The term "rapidly developing economies" is now being used to denote emerging markets
such as The United Arab Emirates, Chile and Malaysia that are undergoing rapid growth.
In recent years, new terms have emerged to describe the largest developing countries
such as BRIC and BRIMC that stand for Brazil, China, India, Mexico and Russia. These
countries do not share any common agenda, but some experts believe that they are
enjoying an increasing role in the world economy and on political platforms.
A large number of research works are in progress at leading universities and business
schools to study and understand various aspects of Emerging Markets.
It is difficult to make an exact list of emerging (or developed) markets; the best guides
tend to be investment information sources like ISI Emerging Markets and The Economist
or market index makers (such as Morgan Stanley Capital International). These sources
are well-informed, but the nature of investment information sources leads to two potential
problems. One is an element of historicity; markets may be maintained in an index for
continuity, even if the countries have since developed past the emerging market phase.
Possible examples of this are Israel[8], South Korea[9], and Taiwan.
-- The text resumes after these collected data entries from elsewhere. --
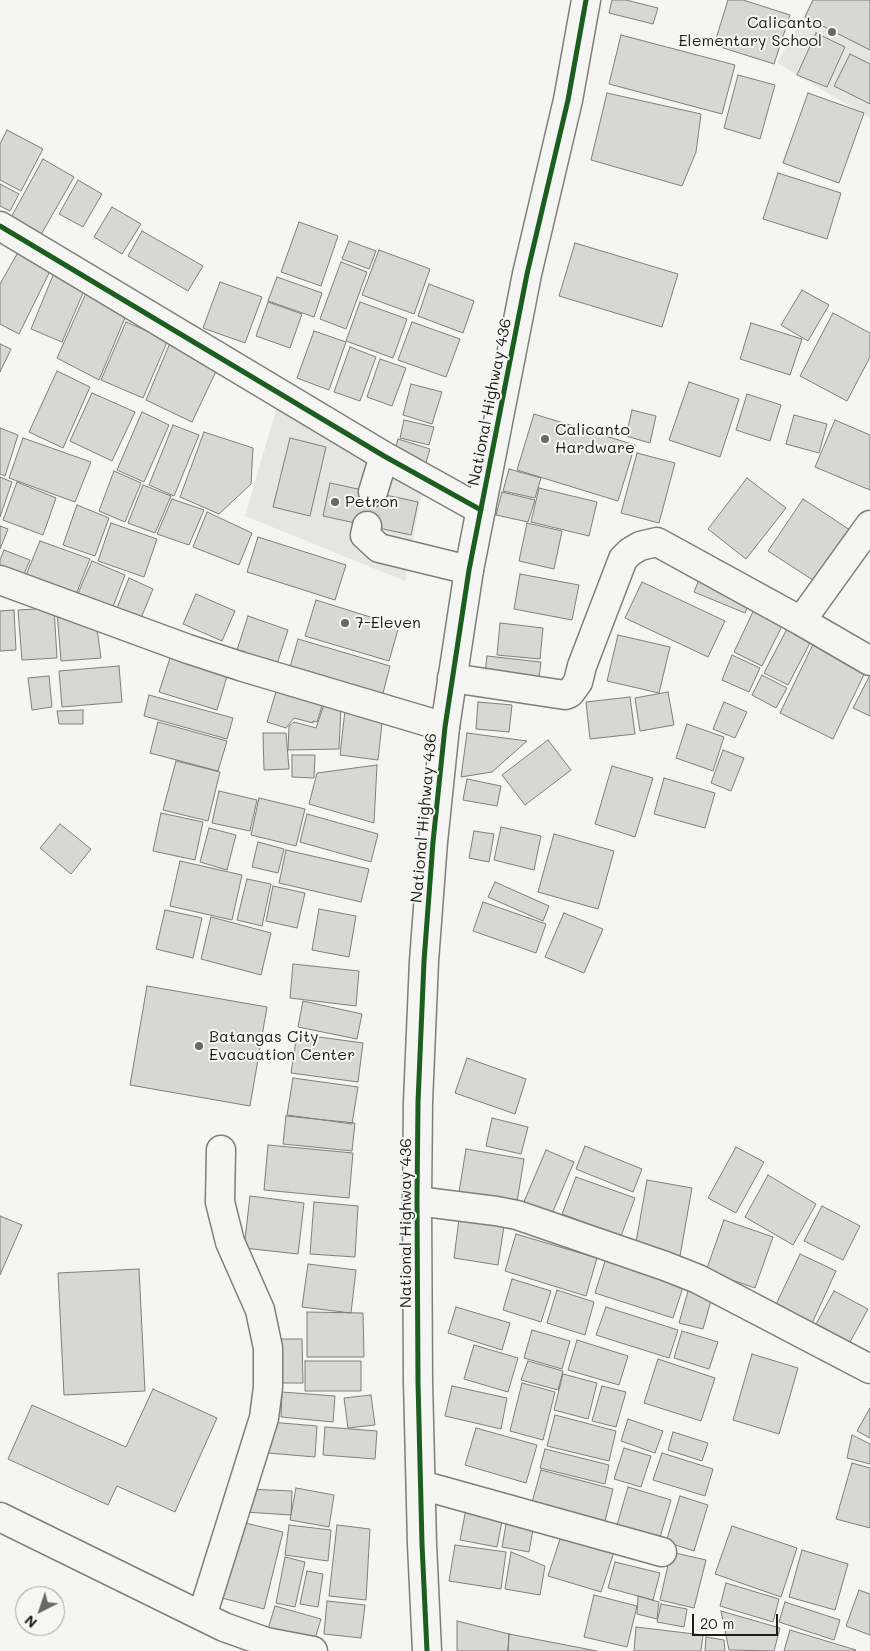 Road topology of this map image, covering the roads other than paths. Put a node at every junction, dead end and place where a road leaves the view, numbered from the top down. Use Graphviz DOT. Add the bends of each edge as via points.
graph roads {
  1 [pos="586,0"];
  2 [pos="4,237"];
  3 [pos="384,456"];
  4 [pos="373,492"];
  5 [pos="481,510"];
  6 [pos="367,526"];
  7 [pos="866,539"];
  8 [pos="469,570"];
  9 [pos="0,580"];
  10 [pos="801,621"];
  11 [pos="870,662"];
  12 [pos="452,678"];
  13 [pos="445,727"];
  14 [pos="221,1150"];
  15 [pos="418,1201"];
  16 [pos="870,1369"];
  17 [pos="421,1485"];
  18 [pos="0,1517"];
  19 [pos="662,1552"];
  20 [pos="202,1616"];
  21 [pos="313,1651"];
  22 [pos="427,1651"];
  1 -- 5 [label="street, National Highway 436" via="568,100 527,274"];
  2 -- 3 [label="street"];
  3 -- 4 [label="street"];
  3 -- 5 [label="street"];
  5 -- 8 [label="street, National Highway 436"];
  6 -- 8 [label="street" via="365,535 379,548"];
  7 -- 10 [label="street"];
  8 -- 12 [label="street, National Highway 436"];
  9 -- 13 [label="street" via="215,658"];
  10 -- 11 [label="street"];
  10 -- 12 [label="street" via="657,542 649,543 630,552 619,567 578,682 570,692 565,695"];
  12 -- 13 [label="street, National Highway 436"];
  13 -- 15 [label="street, National Highway 436" via="424,961"];
  14 -- 20 [label="street" via="220,1202 230,1242 260,1310 268,1348 268,1387 264,1418"];
  15 -- 16 [label="street" via="517,1215 665,1266 698,1279"];
  15 -- 17 [label="street, National Highway 436"];
  17 -- 19 [label="street"];
  17 -- 22 [label="street, National Highway 436"];
  18 -- 20 [label="street"];
  20 -- 21 [label="street" via="258,1640"];
} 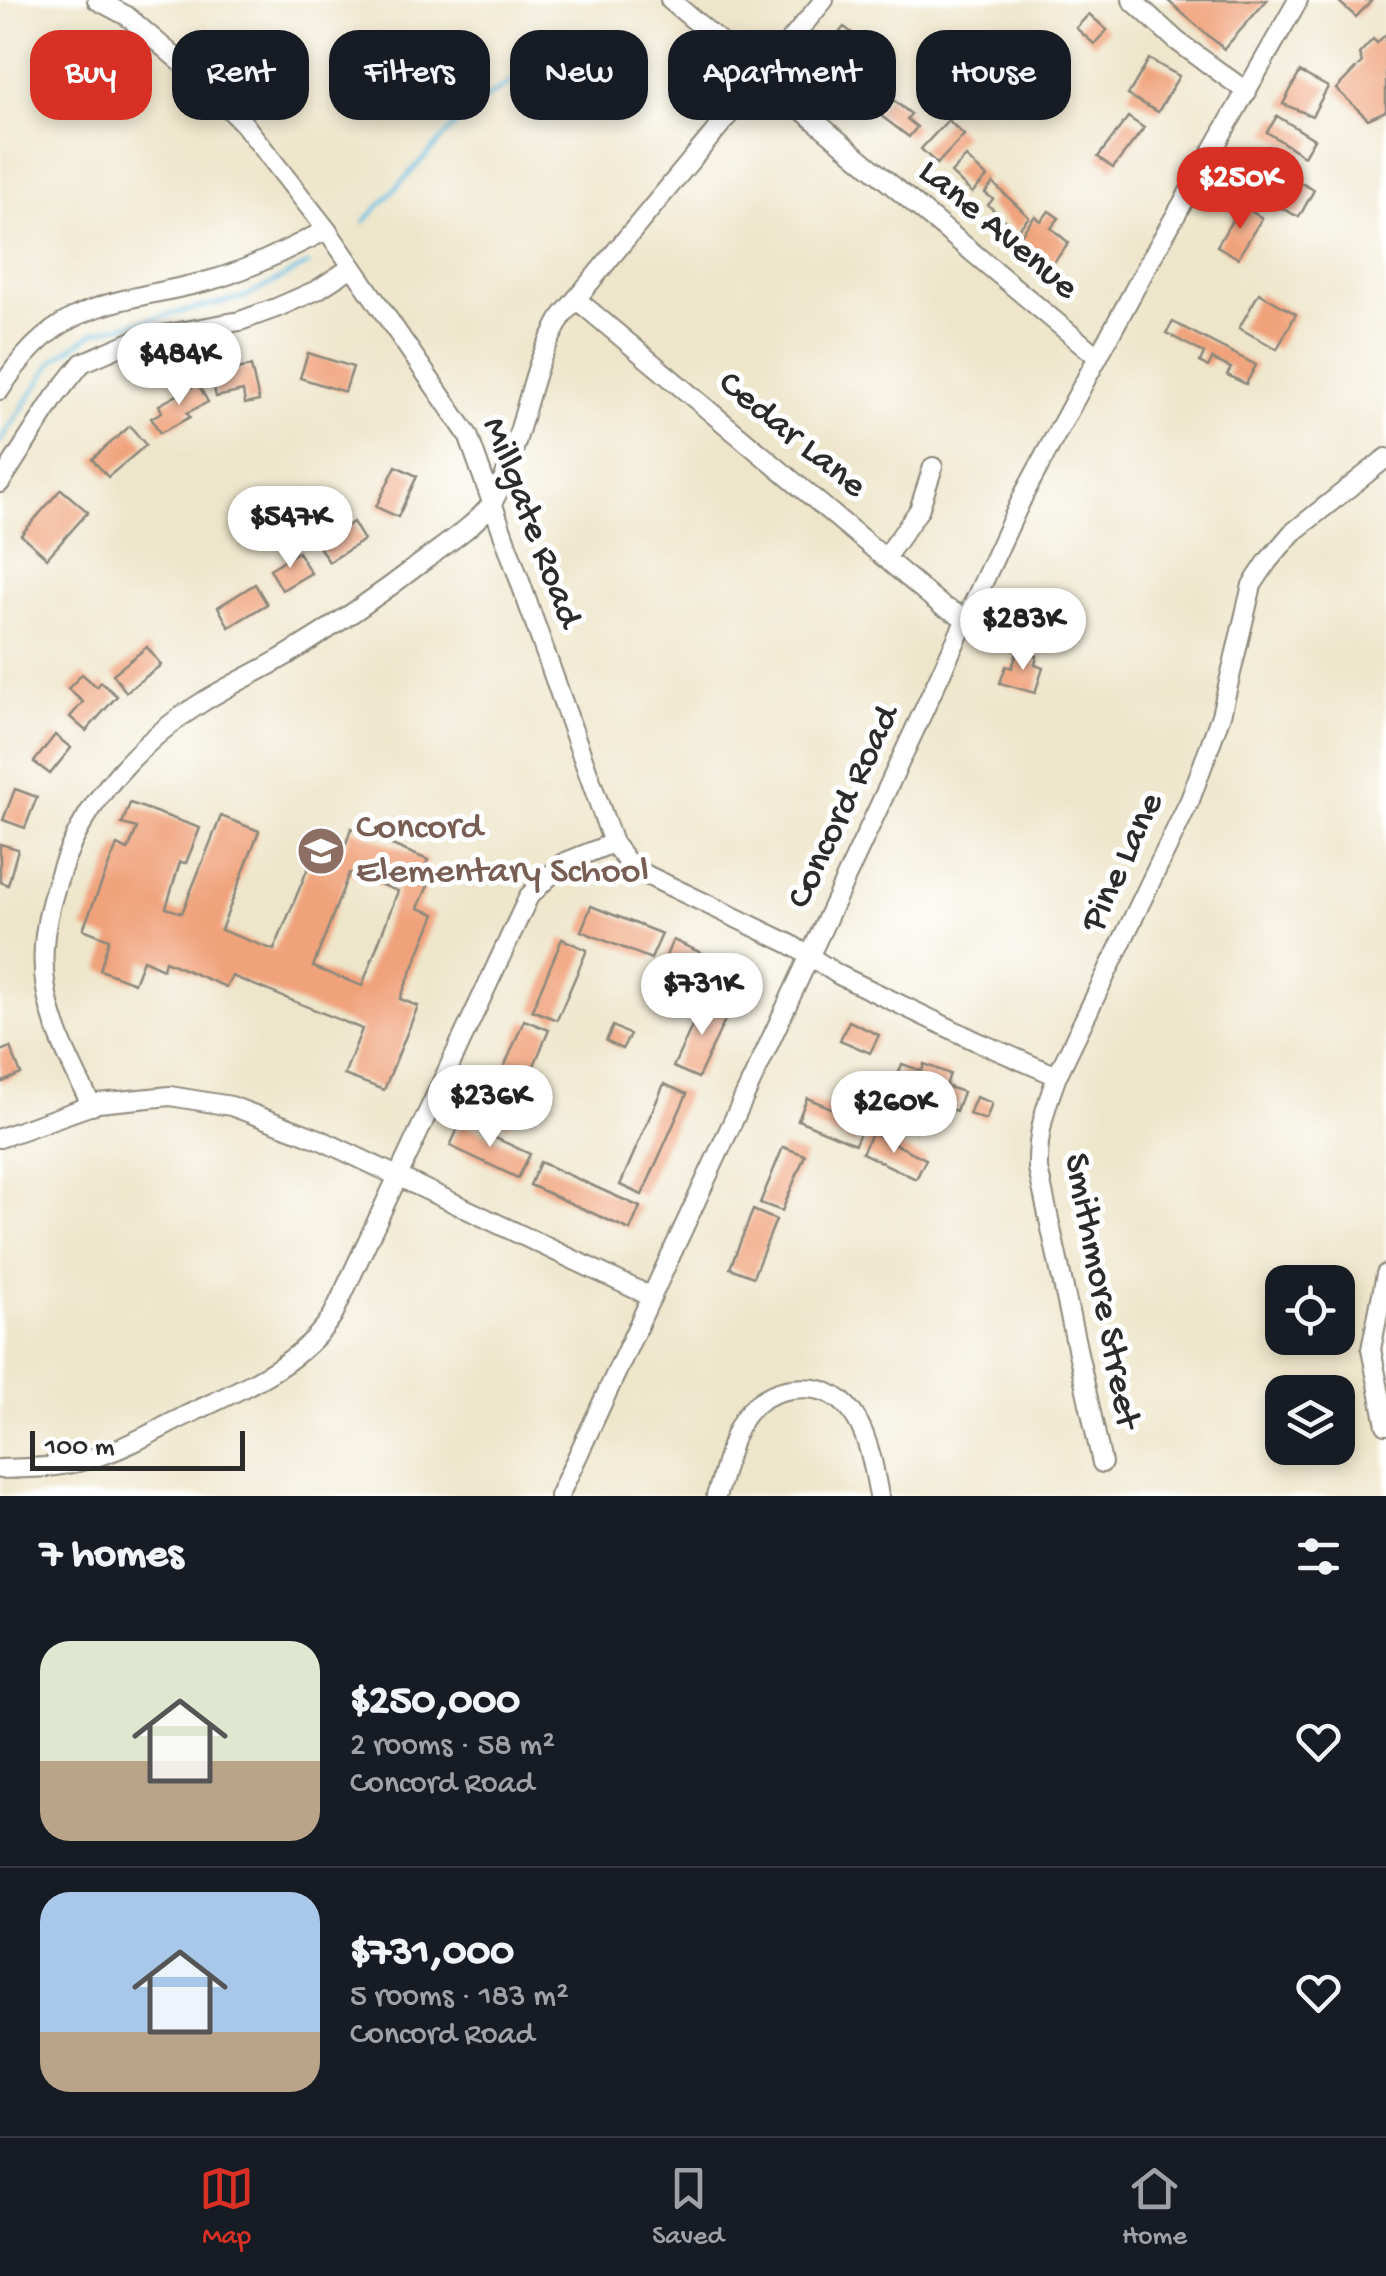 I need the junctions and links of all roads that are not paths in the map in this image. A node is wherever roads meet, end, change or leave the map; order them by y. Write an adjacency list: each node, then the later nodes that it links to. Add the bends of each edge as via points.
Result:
1 (97, 0): 6 (street, Millgate Road)
2 (670, 0): 7 (street, Lane Avenue)
3 (824, 0): 8 (street)
4 (1132, 0): 9 (street)
5 (1298, 0): 9 (street, Concord Road)
6 (134, 9): 12 (street, Millgate Road, via 244,124)
7 (705, 30)
8 (798, 30)
9 (1247, 92): 15 (street, Concord Road)
10 (723, 120): 14 (street)
11 (812, 120): 15 (street, Lane Avenue)
12 (327, 230): 13 (street, Millgate Road); 16 (street, via 244,269 80,313 32,346)
13 (352, 268): 19 (street, via 240,321 135,340 82,363); 20 (street, Millgate Road, via 468,435)
14 (576, 300): 20 (street, via 540,360); 21 (street, Cedar Lane)
15 (1098, 358): 22 (street, Concord Road, via 1025,492)
16 (0, 390)
17 (1386, 458): 25 (street, Pine Lane, via 1292,532 1252,586 1221,715 1190,800)
18 (933, 467): 21 (street, via 919,510)
19 (0, 483)
20 (491, 505): 23 (street, Millgate Road); 26 (street, via 388,588 155,735 98,800 71,844 49,903 42,968 55,1028)
21 (886, 557): 22 (street, Cedar Lane, via 942,606)
22 (968, 619): 24 (street, Concord Road)
23 (614, 843): 24 (street, Millgate Road, via 632,868); 28 (street, via 563,863 529,896)
24 (810, 958): 25 (street); 30 (street, Concord Road)
25 (1058, 1076): 32 (street, Smithmore Street, via 1037,1138 1038,1169)
26 (92, 1106): 27 (street); 28 (street, via 170,1096 231,1106)
27 (0, 1138)
28 (396, 1175): 30 (street); 33 (street, via 333,1314 293,1359 99,1456 52,1468)
29 (1386, 1274): 31 (street, via 1372,1348)
30 (652, 1296): 34 (street, Concord Road)
31 (1386, 1424)
32 (1102, 1463)
33 (0, 1468)
34 (559, 1496)
35 (716, 1496): 36 (street, via 748,1412 794,1388 827,1393 853,1412)
36 (879, 1496) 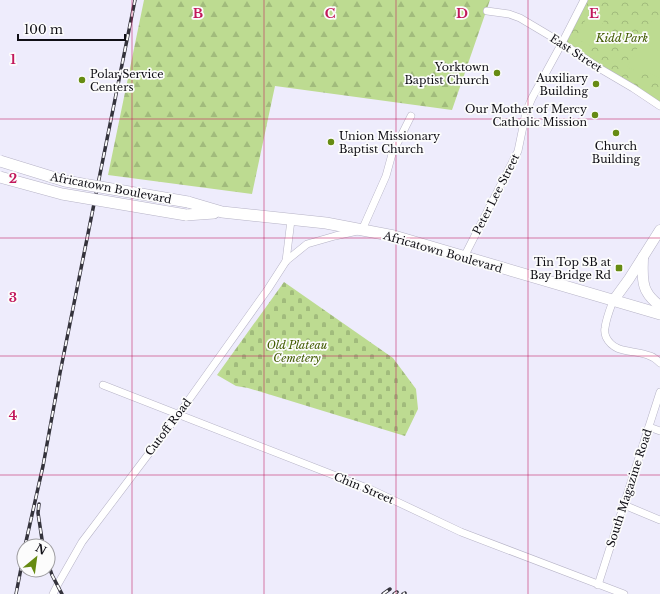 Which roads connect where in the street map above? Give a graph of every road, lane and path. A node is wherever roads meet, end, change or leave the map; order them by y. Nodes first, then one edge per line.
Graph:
1 (584, 0) edge
2 (486, 11) dead end
3 (562, 43) junction
4 (660, 106) edge
5 (411, 116) dead end
6 (0, 161) edge
7 (0, 177) edge
8 (222, 212) junction
9 (291, 220) junction
10 (362, 230) junction
11 (660, 230) edge
12 (464, 257) junction
13 (643, 257) junction
14 (286, 261) junction
15 (613, 301) junction
16 (660, 306) edge
17 (644, 310) junction
18 (660, 314) edge
19 (660, 318) edge
20 (660, 363) edge
21 (103, 385) dead end
22 (660, 392) edge
23 (178, 415) junction
24 (649, 427) junction
25 (660, 431) edge
26 (624, 506) junction
27 (660, 520) edge
28 (598, 585) junction
29 (54, 594) edge
30 (624, 594) edge

1 - 3 street, Peter Lee Street
2 - 3 street, East Street
3 - 4 street, East Street
3 - 12 street, Peter Lee Street
5 - 10 street
6 - 8 main road, Africatown Boulevard, bridge
7 - 8 main road, Africatown Boulevard, bridge
8 - 9 main road, Africatown Boulevard
9 - 10 main road, Africatown Boulevard
9 - 14 street, Cutoff Road
10 - 12 main road, Africatown Boulevard
10 - 14 street, Cutoff Road
11 - 13 street
12 - 15 main road, Africatown Boulevard
13 - 15 street
13 - 16 street
14 - 23 street, Cutoff Road
15 - 17 main road, Africatown Boulevard
15 - 20 street
17 - 18 main road, Africatown Boulevard
17 - 19 main road
21 - 23 street, Chin Street
22 - 24 street, South Magazine Road
23 - 28 street, Chin Street
23 - 29 street, Cutoff Road
24 - 25 street
24 - 26 street, South Magazine Road
26 - 27 street
26 - 28 street, South Magazine Road
28 - 30 street, Chin Street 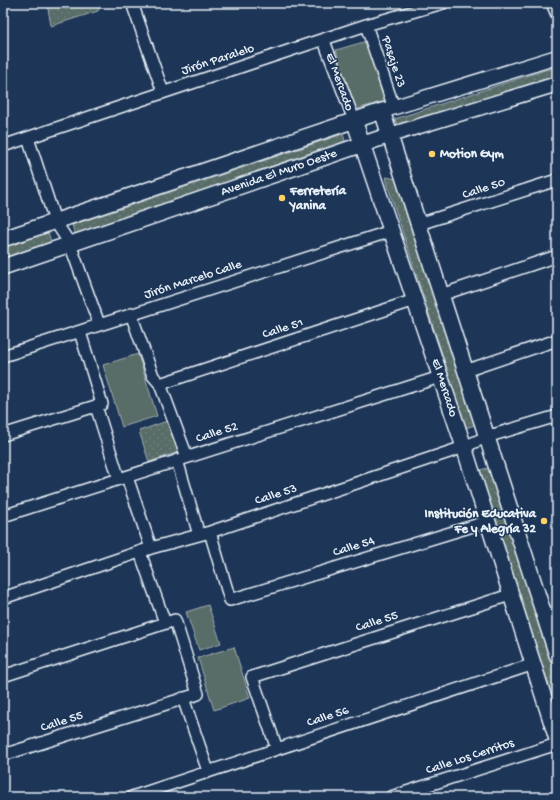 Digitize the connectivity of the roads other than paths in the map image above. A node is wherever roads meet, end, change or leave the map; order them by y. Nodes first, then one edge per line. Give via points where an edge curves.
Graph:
1 (132, 3) edge
2 (443, 3) edge
3 (552, 3) edge
4 (557, 15) edge
5 (366, 25) junction
6 (324, 41) junction
7 (557, 57) edge
8 (557, 84) edge
9 (163, 92) junction
10 (388, 109) junction
11 (354, 120) junction
12 (390, 135) junction
13 (28, 138) junction
14 (362, 145) junction
15 (3, 146) edge
16 (557, 180) edge
17 (55, 221) junction
18 (419, 224) junction
19 (391, 231) junction
20 (3, 239) edge
21 (70, 244) junction
22 (557, 256) edge
23 (3, 267) edge
24 (441, 295) junction
25 (415, 300) junction
26 (131, 314) junction
27 (99, 324) junction
28 (80, 332) junction
29 (557, 340) edge
30 (3, 356) edge
31 (465, 371) junction
32 (440, 377) junction
33 (160, 384) junction
34 (99, 405) junction
35 (557, 416) edge
36 (3, 435) edge
37 (486, 437) junction
38 (464, 447) junction
39 (182, 459) junction
40 (123, 478) junction
41 (3, 516) edge
42 (486, 522) junction
43 (210, 532) junction
44 (199, 535) junction
45 (145, 550) junction
46 (510, 595) junction
47 (3, 598) edge
48 (170, 621) junction
49 (557, 655) edge
50 (534, 664) junction
51 (3, 676) edge
52 (183, 698) junction
53 (557, 738) edge
54 (557, 744) edge
55 (277, 749) junction
56 (3, 755) edge
57 (208, 772) junction
58 (132, 797) edge
59 (391, 797) edge

1 - 9 street
2 - 5 street, Jirón Paralelo
3 - 4 street
5 - 6 street, Jirón Paralelo
5 - 10 street, Pasaje 23
6 - 9 street, Jirón Paralelo
6 - 11 street, El Mercado
7 - 10 street, Avenida El Muro Oeste
8 - 12 street, Avenida El Muro Oeste
9 - 13 street, Jirón Paralelo
10 - 11 main road, Avenida El Muro Oeste
10 - 12 main road, El Mercado
11 - 14 main road, El Mercado
11 - 17 main road, Avenida El Muro Oeste
12 - 14 main road, Avenida El Muro Oeste
12 - 18 main road, El Mercado
13 - 15 street, Jirón Paralelo
13 - 17 street
14 - 19 main road, El Mercado
14 - 21 main road, Avenida El Muro Oeste
16 - 18 street, Calle 50
17 - 20 main road, Avenida El Muro Oeste
17 - 21 street
18 - 24 main road, El Mercado
19 - 25 main road, El Mercado
19 - 26 street, Jirón Marcelo Calle
21 - 23 main road, Avenida El Muro Oeste
21 - 27 street
22 - 24 street
24 - 31 main road, El Mercado
25 - 32 main road, El Mercado
25 - 33 street, Calle 51
26 - 27 street, Jirón Marcelo Calle
26 - 33 street via 153,376
27 - 28 street, Jirón Marcelo Calle
28 - 30 street, Jirón Marcelo Calle
28 - 34 street
29 - 31 street
31 - 37 main road, El Mercado
32 - 38 main road, El Mercado
32 - 39 street, Calle 52
33 - 39 street
34 - 36 street
34 - 40 street
35 - 37 street, Calle 53
37 - 38 street, Calle 53
37 - 49 main road, El Mercado
38 - 42 main road, El Mercado
38 - 43 street, Calle 53
39 - 40 street, Calle 52
39 - 44 street
40 - 41 street, Calle 52
40 - 45 street
42 - 43 street, Calle 54 via 230,600
42 - 46 main road, El Mercado
43 - 44 street, Calle 53
44 - 45 street, Calle 53
45 - 47 street, Calle 53
45 - 48 street
46 - 50 main road, El Mercado
46 - 55 street, Calle 55 via 252,677
48 - 51 street
48 - 52 street, Calle 55 via 198,694
50 - 53 main road, El Mercado
50 - 55 street, Calle 56
52 - 56 street, Calle 55
52 - 57 street
54 - 59 street, Calle Los Cerritos
55 - 57 street, Calle 56
57 - 58 street, Calle 56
A second is the
simplification inherent in making an index; small countries, or countries with limited
market liquidity are often not considered, with their larger neighbours considered an
appropriate stand-in.
The Big Emerging Market (BEM) economies are Brazil, China, Egypt, India, Indonesia,
Mexico, Philippines, Poland, Russia, South Africa, South Korea and Turkey.[10]
Newly industrialized countries are emerging markets whose economies have not yet
reached first world status but have, in a macroeconomic sense, outpaced their developing
counterparts.
The Advanced Emerging Markets are: Brazil, Hungary, Mexico, Poland, South
Africa, Taiwan[13].
The Secondary Emerging Markets are some Upper Middle, Lower Middle and Low
Income GNI countries with reasonable market infrastructures and significant size and
some Upper Middle Income GNI countries with lesser developed market infrastructures.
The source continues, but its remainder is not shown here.